++++ DATA ++++

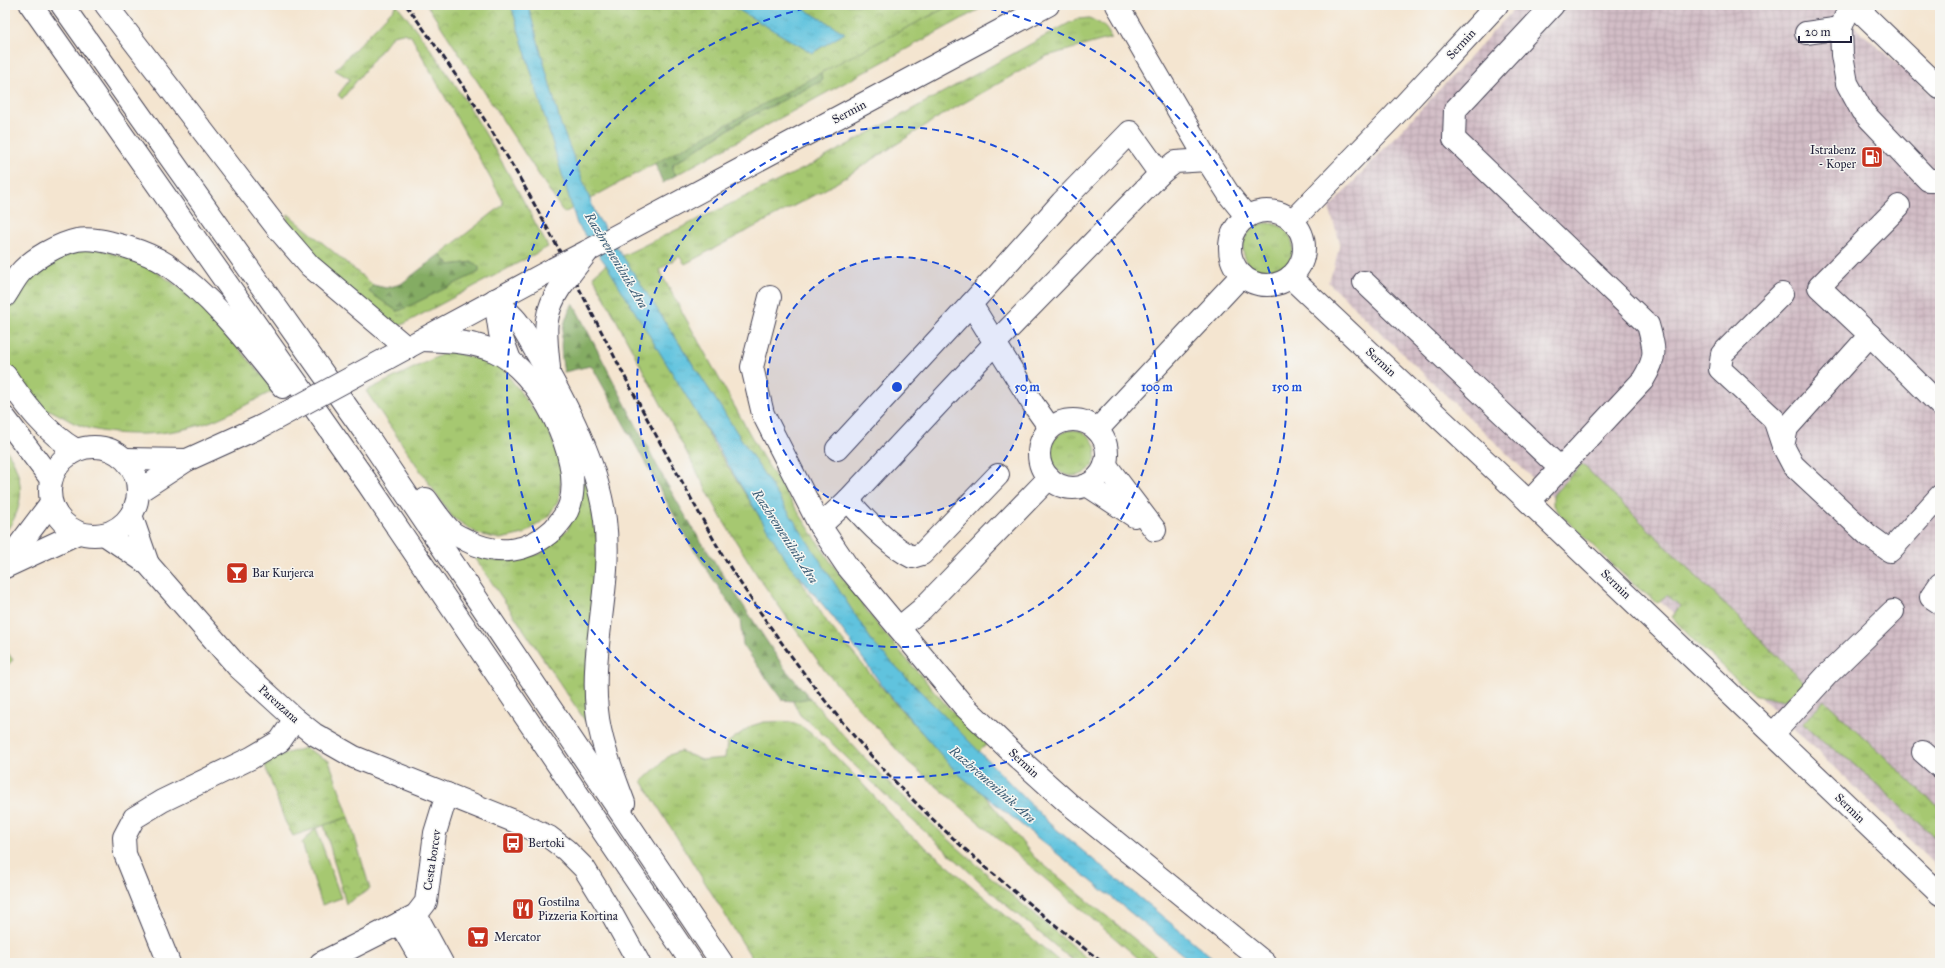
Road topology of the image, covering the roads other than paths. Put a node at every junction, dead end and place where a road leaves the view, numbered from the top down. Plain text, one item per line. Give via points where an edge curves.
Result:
1 (31, 5) edge
2 (62, 5) edge
3 (106, 5) edge
4 (1048, 5) edge
5 (1117, 5) edge
6 (1497, 5) edge
7 (1553, 5) edge
8 (1850, 5) edge
9 (1854, 5) edge
10 (1841, 28) junction
11 (1806, 33) dead end
12 (1940, 88) edge
13 (1208, 160) junction
14 (1160, 174) junction
15 (1940, 180) edge
16 (1899, 206) dead end
17 (1247, 217) junction
18 (1292, 221) junction
19 (1242, 275) junction
20 (1290, 277) junction
21 (557, 278) junction
22 (1364, 282) dead end
23 (1782, 294) dead end
24 (5, 296) edge
25 (770, 297) dead end
26 (495, 300) junction
27 (971, 304) junction
28 (1870, 335) junction
29 (995, 343) junction
30 (415, 344) junction
31 (510, 360) junction
32 (5, 375) edge
33 (550, 375) junction
34 (1940, 405) edge
35 (5, 418) edge
36 (1050, 428) junction
37 (1097, 430) junction
38 (366, 434) junction
39 (1783, 446) junction
40 (837, 449) dead end
41 (76, 450) junction
42 (125, 459) junction
43 (187, 460) junction
44 (1105, 464) junction
45 (1561, 469) junction
46 (998, 475) dead end
47 (1049, 478) junction
48 (51, 479) junction
49 (368, 484) junction
50 (1087, 485) junction
51 (138, 492) junction
52 (1940, 496) edge
53 (848, 500) junction
54 (1529, 502) junction
55 (51, 503) junction
56 (131, 515) junction
57 (820, 526) junction
58 (78, 532) junction
59 (104, 534) junction
60 (148, 564) junction
61 (5, 566) edge
62 (1940, 584) edge
63 (1940, 603) edge
64 (1893, 611) dead end
65 (899, 628) junction
66 (295, 719) junction
67 (1773, 734) junction
68 (1923, 752) dead end
69 (1940, 767) edge
70 (447, 794) junction
71 (635, 834) junction
72 (1940, 894) edge
73 (408, 919) junction
74 (169, 963) edge
75 (321, 963) edge
76 (423, 963) edge
77 (442, 963) edge
78 (639, 963) edge
79 (692, 963) edge
80 (722, 963) edge
81 (1265, 963) edge

1 - 49 main road
2 - 38 main road
3 - 30 main road via 278,229 310,266
4 - 21 main road, Sermin, bridge via 588,250
5 - 13 main road
6 - 18 main road, Sermin
7 - 45 main road via 1455,110 1454,139 1648,325 1654,348 1652,366 1646,376
8 - 10 main road
9 - 12 main road
10 - 11 main road
10 - 15 main road via 1847,83 1862,111 1928,180
13 - 14 main road via 1175,162
13 - 17 main road via 1230,196
14 - 27 main road via 1130,132 1062,202
14 - 29 main road
16 - 28 main road via 1819,287
17 - 18 main road via 1265,211 1279,214
17 - 19 main road via 1238,224 1230,245 1231,256
18 - 20 main road via 1303,239 1304,249 1297,270
19 - 20 main road via 1250,281 1270,285
19 - 37 main road
20 - 54 main road, Sermin
21 - 26 main road
21 - 33 main road via 545,322
22 - 45 main road
23 - 39 main road via 1722,354 1720,369 1774,419
24 - 49 main road via 20,273 43,254 77,240 109,242 138,251 165,264 194,286 218,310 304,414
25 - 57 main road, Sermin via 752,366 763,414
26 - 30 main road
26 - 31 main road via 500,332
26 - 33 main road via 519,323
27 - 29 main road
27 - 40 main road
28 - 34 main road
28 - 39 main road via 1787,428
29 - 36 main road
29 - 53 main road
30 - 31 main road via 464,341 494,351
30 - 43 main road, bridge via 262,426
31 - 38 main road via 542,397 563,437 570,461 573,487 570,504 564,519 542,540 513,551 483,549 453,533 436,514 402,465 387,449
32 - 41 main road via 26,406 59,440
33 - 71 main road via 595,476 605,520 606,562 598,648 597,710 609,762
35 - 48 main road
36 - 37 main road via 1058,423 1076,420
36 - 47 main road via 1042,439 1039,453 1040,462
37 - 44 main road via 1106,447
38 - 71 main road
39 - 52 main road via 1793,465 1868,535 1890,550
41 - 42 main road via 86,447 107,449
41 - 48 main road via 60,462
42 - 43 main road
42 - 51 main road via 137,480
43 - 51 main road
44 - 50 main road via 1098,477
44 - 50 main road via 1155,530
45 - 54 main road
46 - 53 main road via 922,554 912,557 885,537
47 - 50 main road via 1067,487
47 - 65 main road via 922,609
48 - 55 main road
49 - 79 main road
51 - 56 main road
53 - 57 main road
54 - 67 main road, Sermin
55 - 58 main road via 64,523
55 - 61 main road
56 - 59 main road via 124,524
56 - 60 main road, Parenzana
57 - 65 main road, Sermin via 847,566
58 - 59 main road via 87,535
58 - 61 main road
59 - 60 main road, Parenzana
60 - 66 main road, Parenzana via 238,667
62 - 63 main road via 1931,597
64 - 67 main road via 1827,675
65 - 81 main road, Sermin via 963,705 1068,804
66 - 70 main road, Parenzana via 314,734 354,757
66 - 74 main road via 280,741 134,818 124,837 125,854
67 - 72 main road, Sermin
68 - 69 main road
70 - 73 main road, Cesta borcev via 435,833 426,902
70 - 78 main road, Parenzana via 543,834 566,850 584,868
71 - 80 main road
73 - 75 main road
73 - 76 main road
73 - 77 main road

++++

Omit the pictures and set down the records exactly.

Road topology of the image, covering the roads other than paths. Put a node at every junction, dead end and place where a road leaves the view, numbered from the top down. Plain text, one item per line. Give via points where an edge curves.
Result:
1 (31, 5) edge
2 (62, 5) edge
3 (106, 5) edge
4 (1048, 5) edge
5 (1117, 5) edge
6 (1497, 5) edge
7 (1553, 5) edge
8 (1850, 5) edge
9 (1854, 5) edge
10 (1841, 28) junction
11 (1806, 33) dead end
12 (1940, 88) edge
13 (1208, 160) junction
14 (1160, 174) junction
15 (1940, 180) edge
16 (1899, 206) dead end
17 (1247, 217) junction
18 (1292, 221) junction
19 (1242, 275) junction
20 (1290, 277) junction
21 (557, 278) junction
22 (1364, 282) dead end
23 (1782, 294) dead end
24 (5, 296) edge
25 (770, 297) dead end
26 (495, 300) junction
27 (971, 304) junction
28 (1870, 335) junction
29 (995, 343) junction
30 (415, 344) junction
31 (510, 360) junction
32 (5, 375) edge
33 (550, 375) junction
34 (1940, 405) edge
35 (5, 418) edge
36 (1050, 428) junction
37 (1097, 430) junction
38 (366, 434) junction
39 (1783, 446) junction
40 (837, 449) dead end
41 (76, 450) junction
42 (125, 459) junction
43 (187, 460) junction
44 (1105, 464) junction
45 (1561, 469) junction
46 (998, 475) dead end
47 (1049, 478) junction
48 (51, 479) junction
49 (368, 484) junction
50 (1087, 485) junction
51 (138, 492) junction
52 (1940, 496) edge
53 (848, 500) junction
54 (1529, 502) junction
55 (51, 503) junction
56 (131, 515) junction
57 (820, 526) junction
58 (78, 532) junction
59 (104, 534) junction
60 (148, 564) junction
61 (5, 566) edge
62 (1940, 584) edge
63 (1940, 603) edge
64 (1893, 611) dead end
65 (899, 628) junction
66 (295, 719) junction
67 (1773, 734) junction
68 (1923, 752) dead end
69 (1940, 767) edge
70 (447, 794) junction
71 (635, 834) junction
72 (1940, 894) edge
73 (408, 919) junction
74 (169, 963) edge
75 (321, 963) edge
76 (423, 963) edge
77 (442, 963) edge
78 (639, 963) edge
79 (692, 963) edge
80 (722, 963) edge
81 (1265, 963) edge

1 - 49 main road
2 - 38 main road
3 - 30 main road via 278,229 310,266
4 - 21 main road, Sermin, bridge via 588,250
5 - 13 main road
6 - 18 main road, Sermin
7 - 45 main road via 1455,110 1454,139 1648,325 1654,348 1652,366 1646,376
8 - 10 main road
9 - 12 main road
10 - 11 main road
10 - 15 main road via 1847,83 1862,111 1928,180
13 - 14 main road via 1175,162
13 - 17 main road via 1230,196
14 - 27 main road via 1130,132 1062,202
14 - 29 main road
16 - 28 main road via 1819,287
17 - 18 main road via 1265,211 1279,214
17 - 19 main road via 1238,224 1230,245 1231,256
18 - 20 main road via 1303,239 1304,249 1297,270
19 - 20 main road via 1250,281 1270,285
19 - 37 main road
20 - 54 main road, Sermin
21 - 26 main road
21 - 33 main road via 545,322
22 - 45 main road
23 - 39 main road via 1722,354 1720,369 1774,419
24 - 49 main road via 20,273 43,254 77,240 109,242 138,251 165,264 194,286 218,310 304,414
25 - 57 main road, Sermin via 752,366 763,414
26 - 30 main road
26 - 31 main road via 500,332
26 - 33 main road via 519,323
27 - 29 main road
27 - 40 main road
28 - 34 main road
28 - 39 main road via 1787,428
29 - 36 main road
29 - 53 main road
30 - 31 main road via 464,341 494,351
30 - 43 main road, bridge via 262,426
31 - 38 main road via 542,397 563,437 570,461 573,487 570,504 564,519 542,540 513,551 483,549 453,533 436,514 402,465 387,449
32 - 41 main road via 26,406 59,440
33 - 71 main road via 595,476 605,520 606,562 598,648 597,710 609,762
35 - 48 main road
36 - 37 main road via 1058,423 1076,420
36 - 47 main road via 1042,439 1039,453 1040,462
37 - 44 main road via 1106,447
38 - 71 main road
39 - 52 main road via 1793,465 1868,535 1890,550
41 - 42 main road via 86,447 107,449
41 - 48 main road via 60,462
42 - 43 main road
42 - 51 main road via 137,480
43 - 51 main road
44 - 50 main road via 1098,477
44 - 50 main road via 1155,530
45 - 54 main road
46 - 53 main road via 922,554 912,557 885,537
47 - 50 main road via 1067,487
47 - 65 main road via 922,609
48 - 55 main road
49 - 79 main road
51 - 56 main road
53 - 57 main road
54 - 67 main road, Sermin
55 - 58 main road via 64,523
55 - 61 main road
56 - 59 main road via 124,524
56 - 60 main road, Parenzana
57 - 65 main road, Sermin via 847,566
58 - 59 main road via 87,535
58 - 61 main road
59 - 60 main road, Parenzana
60 - 66 main road, Parenzana via 238,667
62 - 63 main road via 1931,597
64 - 67 main road via 1827,675
65 - 81 main road, Sermin via 963,705 1068,804
66 - 70 main road, Parenzana via 314,734 354,757
66 - 74 main road via 280,741 134,818 124,837 125,854
67 - 72 main road, Sermin
68 - 69 main road
70 - 73 main road, Cesta borcev via 435,833 426,902
70 - 78 main road, Parenzana via 543,834 566,850 584,868
71 - 80 main road
73 - 75 main road
73 - 76 main road
73 - 77 main road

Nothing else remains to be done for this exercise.